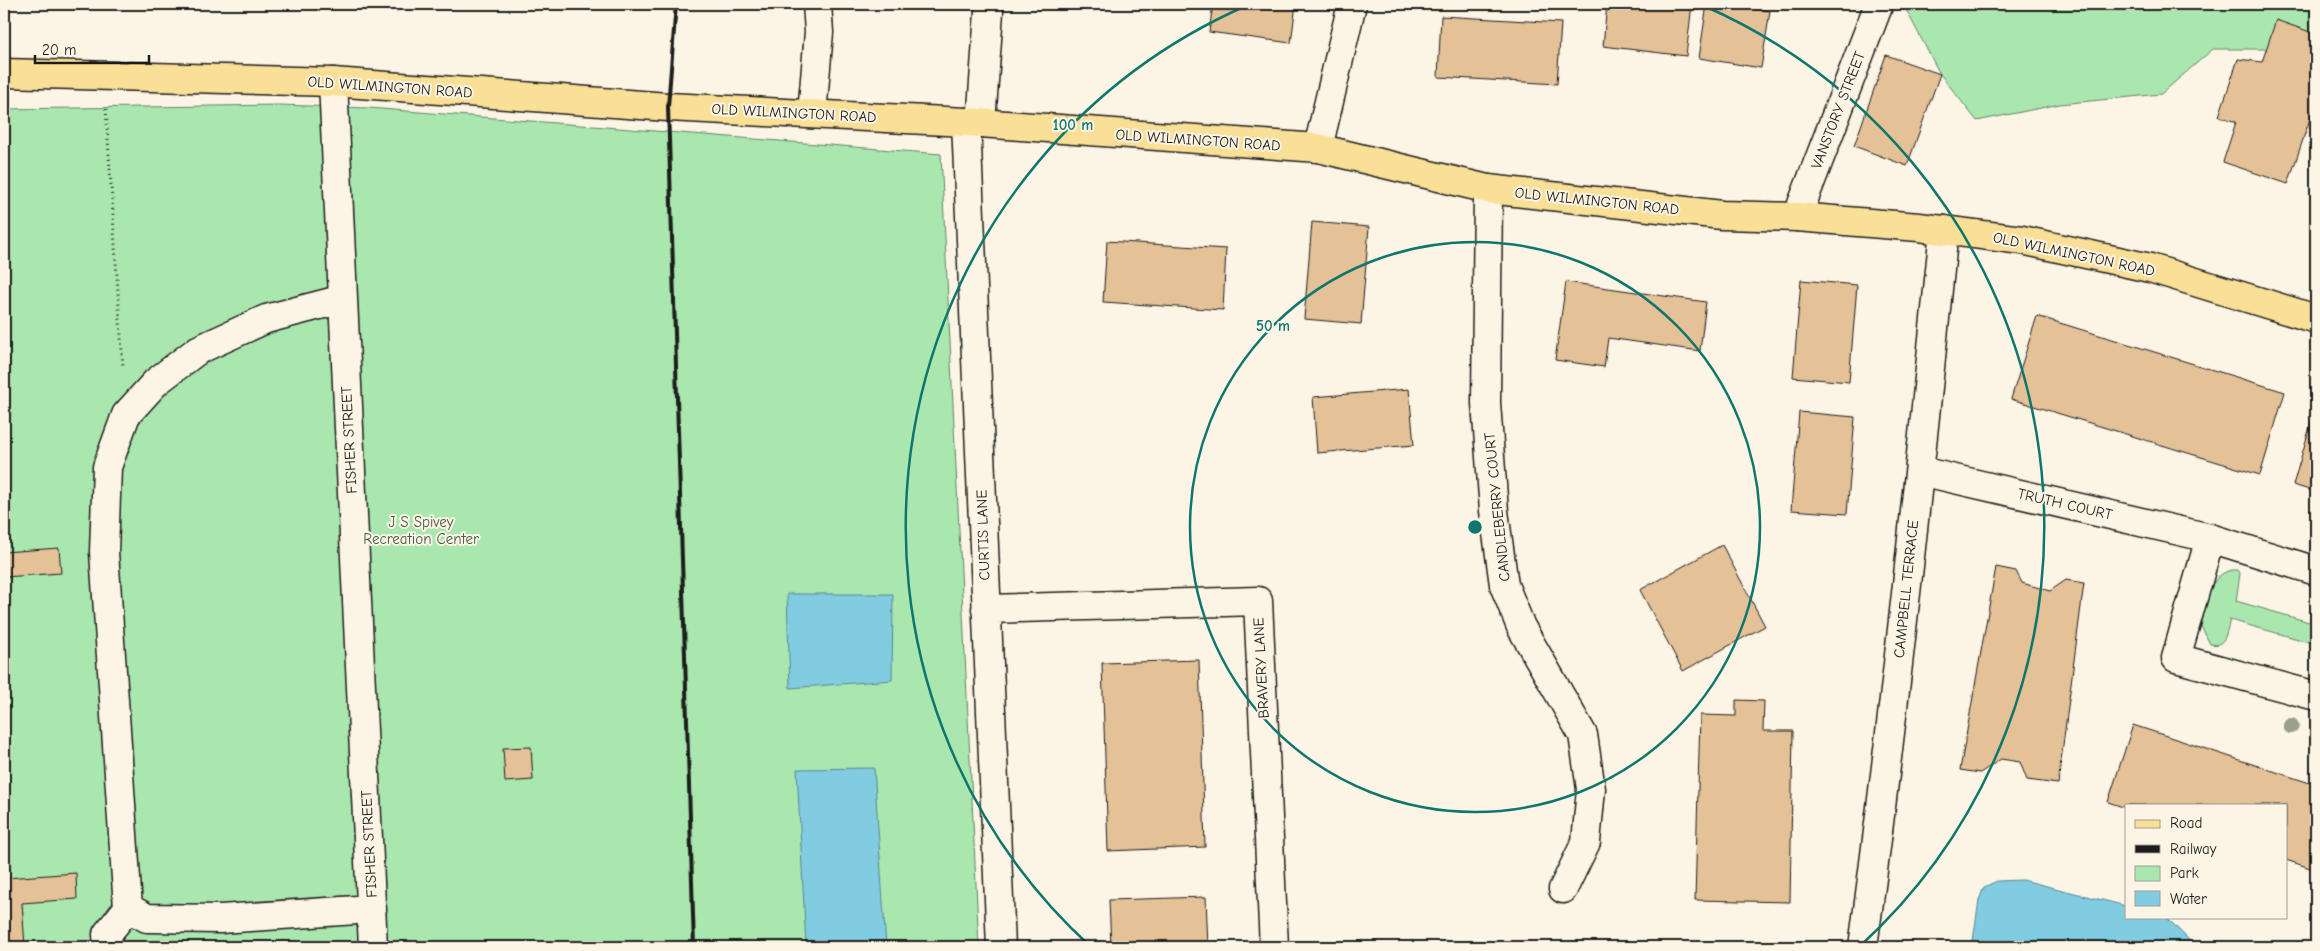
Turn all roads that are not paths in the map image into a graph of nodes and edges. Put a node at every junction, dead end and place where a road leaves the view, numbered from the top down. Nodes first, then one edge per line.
1 (817, 4) edge
2 (1352, 4) edge
3 (1879, 4) edge
4 (989, 12) dead end
5 (4, 73) edge
6 (333, 82) junction
7 (812, 114) junction
8 (973, 122) junction
9 (1318, 148) junction
10 (1488, 189) junction
11 (1797, 217) junction
12 (1944, 230) junction
13 (343, 299) junction
14 (2316, 319) edge
15 (1920, 471) junction
16 (2210, 538) junction
17 (2316, 571) edge
18 (986, 609) junction
19 (2316, 696) edge
20 (1563, 889) dead end
21 (128, 908) junction
22 (372, 909) junction
23 (108, 947) edge
24 (373, 947) edge
25 (1001, 947) edge
26 (1274, 947) edge
27 (1863, 947) edge

1 - 7 street
2 - 9 street
3 - 11 street, VANSTORY STREET
4 - 8 street, CURTIS LANE
5 - 6 main road, OLD WILMINGTON ROAD
6 - 7 main road, OLD WILMINGTON ROAD
6 - 13 street, FISHER STREET
7 - 8 main road, OLD WILMINGTON ROAD
8 - 9 main road, OLD WILMINGTON ROAD
8 - 18 street, CURTIS LANE
9 - 10 main road, OLD WILMINGTON ROAD
10 - 11 main road, OLD WILMINGTON ROAD
10 - 20 street, CANDLEBERRY COURT
11 - 12 main road, OLD WILMINGTON ROAD
12 - 14 main road, OLD WILMINGTON ROAD
12 - 15 street, CAMPBELL TERRACE
13 - 21 street
13 - 22 street, FISHER STREET
15 - 16 street, TRUTH COURT
15 - 27 street, CAMPBELL TERRACE
16 - 17 street, TRUTH COURT
16 - 19 street
18 - 25 street, CURTIS LANE
18 - 26 street, BRAVERY LANE
21 - 22 street
21 - 23 street
22 - 24 street, FISHER STREET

WHAT IS EXPECTED: Every line in the data above that contains "CAMPBELL" needs to be copied.

EXERCISE SOLUTION:
12 - 15 street, CAMPBELL TERRACE
15 - 27 street, CAMPBELL TERRACE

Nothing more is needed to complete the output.